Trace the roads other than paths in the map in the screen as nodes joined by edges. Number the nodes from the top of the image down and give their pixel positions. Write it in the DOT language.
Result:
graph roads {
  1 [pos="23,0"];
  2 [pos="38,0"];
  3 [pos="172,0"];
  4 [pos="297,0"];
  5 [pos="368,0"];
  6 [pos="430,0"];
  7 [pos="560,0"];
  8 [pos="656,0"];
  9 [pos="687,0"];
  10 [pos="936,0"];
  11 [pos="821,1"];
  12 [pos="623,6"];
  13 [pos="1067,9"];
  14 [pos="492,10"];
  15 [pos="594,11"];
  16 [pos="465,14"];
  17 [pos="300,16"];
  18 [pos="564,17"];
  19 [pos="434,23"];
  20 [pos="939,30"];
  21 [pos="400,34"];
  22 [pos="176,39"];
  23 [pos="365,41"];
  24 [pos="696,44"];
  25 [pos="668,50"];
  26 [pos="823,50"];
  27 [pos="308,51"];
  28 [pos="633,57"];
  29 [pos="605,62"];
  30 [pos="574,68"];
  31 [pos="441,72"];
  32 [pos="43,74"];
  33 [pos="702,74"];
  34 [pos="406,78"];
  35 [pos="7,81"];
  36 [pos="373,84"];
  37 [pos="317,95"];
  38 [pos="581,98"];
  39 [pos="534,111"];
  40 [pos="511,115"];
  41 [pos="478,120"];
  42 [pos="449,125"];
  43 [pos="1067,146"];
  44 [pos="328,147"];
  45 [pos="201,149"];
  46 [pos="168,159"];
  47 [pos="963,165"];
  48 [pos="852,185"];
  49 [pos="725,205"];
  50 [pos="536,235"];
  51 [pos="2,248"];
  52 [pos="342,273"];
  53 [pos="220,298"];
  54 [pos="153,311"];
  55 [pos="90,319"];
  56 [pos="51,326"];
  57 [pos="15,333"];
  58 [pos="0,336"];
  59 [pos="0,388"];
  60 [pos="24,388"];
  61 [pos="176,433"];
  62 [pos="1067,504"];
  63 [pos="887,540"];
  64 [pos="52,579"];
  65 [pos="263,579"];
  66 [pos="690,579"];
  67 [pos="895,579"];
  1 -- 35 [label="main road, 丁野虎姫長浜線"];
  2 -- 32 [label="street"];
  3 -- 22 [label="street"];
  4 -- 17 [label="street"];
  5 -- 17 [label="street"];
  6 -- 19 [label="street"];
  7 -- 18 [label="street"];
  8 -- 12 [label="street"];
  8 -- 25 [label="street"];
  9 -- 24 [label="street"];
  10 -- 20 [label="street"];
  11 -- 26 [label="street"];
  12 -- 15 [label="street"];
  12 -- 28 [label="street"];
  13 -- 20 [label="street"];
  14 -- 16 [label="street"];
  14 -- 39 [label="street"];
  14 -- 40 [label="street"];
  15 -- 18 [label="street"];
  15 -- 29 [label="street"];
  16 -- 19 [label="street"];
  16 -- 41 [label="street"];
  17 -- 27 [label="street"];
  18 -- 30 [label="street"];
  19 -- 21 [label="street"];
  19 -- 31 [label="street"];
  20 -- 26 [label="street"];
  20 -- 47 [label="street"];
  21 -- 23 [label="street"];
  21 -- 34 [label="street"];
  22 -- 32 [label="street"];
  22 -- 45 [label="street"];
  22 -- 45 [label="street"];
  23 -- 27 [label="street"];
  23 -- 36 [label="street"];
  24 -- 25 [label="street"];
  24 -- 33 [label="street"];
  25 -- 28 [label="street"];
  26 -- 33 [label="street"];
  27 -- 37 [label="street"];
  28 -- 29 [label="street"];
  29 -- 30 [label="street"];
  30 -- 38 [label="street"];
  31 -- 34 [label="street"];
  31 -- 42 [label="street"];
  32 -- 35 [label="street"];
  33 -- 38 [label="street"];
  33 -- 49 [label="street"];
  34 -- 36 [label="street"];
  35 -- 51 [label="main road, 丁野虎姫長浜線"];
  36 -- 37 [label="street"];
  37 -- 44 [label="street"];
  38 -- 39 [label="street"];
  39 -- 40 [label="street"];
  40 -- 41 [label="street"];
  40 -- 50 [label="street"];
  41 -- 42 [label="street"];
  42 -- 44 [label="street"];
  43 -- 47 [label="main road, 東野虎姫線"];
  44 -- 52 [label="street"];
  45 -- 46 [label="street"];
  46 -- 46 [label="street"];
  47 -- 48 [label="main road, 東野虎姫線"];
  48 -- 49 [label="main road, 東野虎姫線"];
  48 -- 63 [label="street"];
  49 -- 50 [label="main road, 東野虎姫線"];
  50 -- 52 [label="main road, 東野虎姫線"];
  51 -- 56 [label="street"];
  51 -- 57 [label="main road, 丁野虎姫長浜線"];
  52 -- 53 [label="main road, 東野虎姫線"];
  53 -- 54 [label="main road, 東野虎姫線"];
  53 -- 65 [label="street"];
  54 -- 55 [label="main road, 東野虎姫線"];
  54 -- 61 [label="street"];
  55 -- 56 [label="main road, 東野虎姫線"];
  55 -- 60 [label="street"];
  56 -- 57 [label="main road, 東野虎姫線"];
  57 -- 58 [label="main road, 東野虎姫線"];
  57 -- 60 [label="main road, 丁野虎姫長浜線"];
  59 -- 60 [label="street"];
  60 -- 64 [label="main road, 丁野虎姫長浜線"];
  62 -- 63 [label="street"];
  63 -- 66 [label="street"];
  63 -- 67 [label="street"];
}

::::::::::

◆ **Action item**: Count the lines in the preceding entries that contain the string "丁野虎姫長浜線", and state only the resulting number.

◆ **Answer space**: 5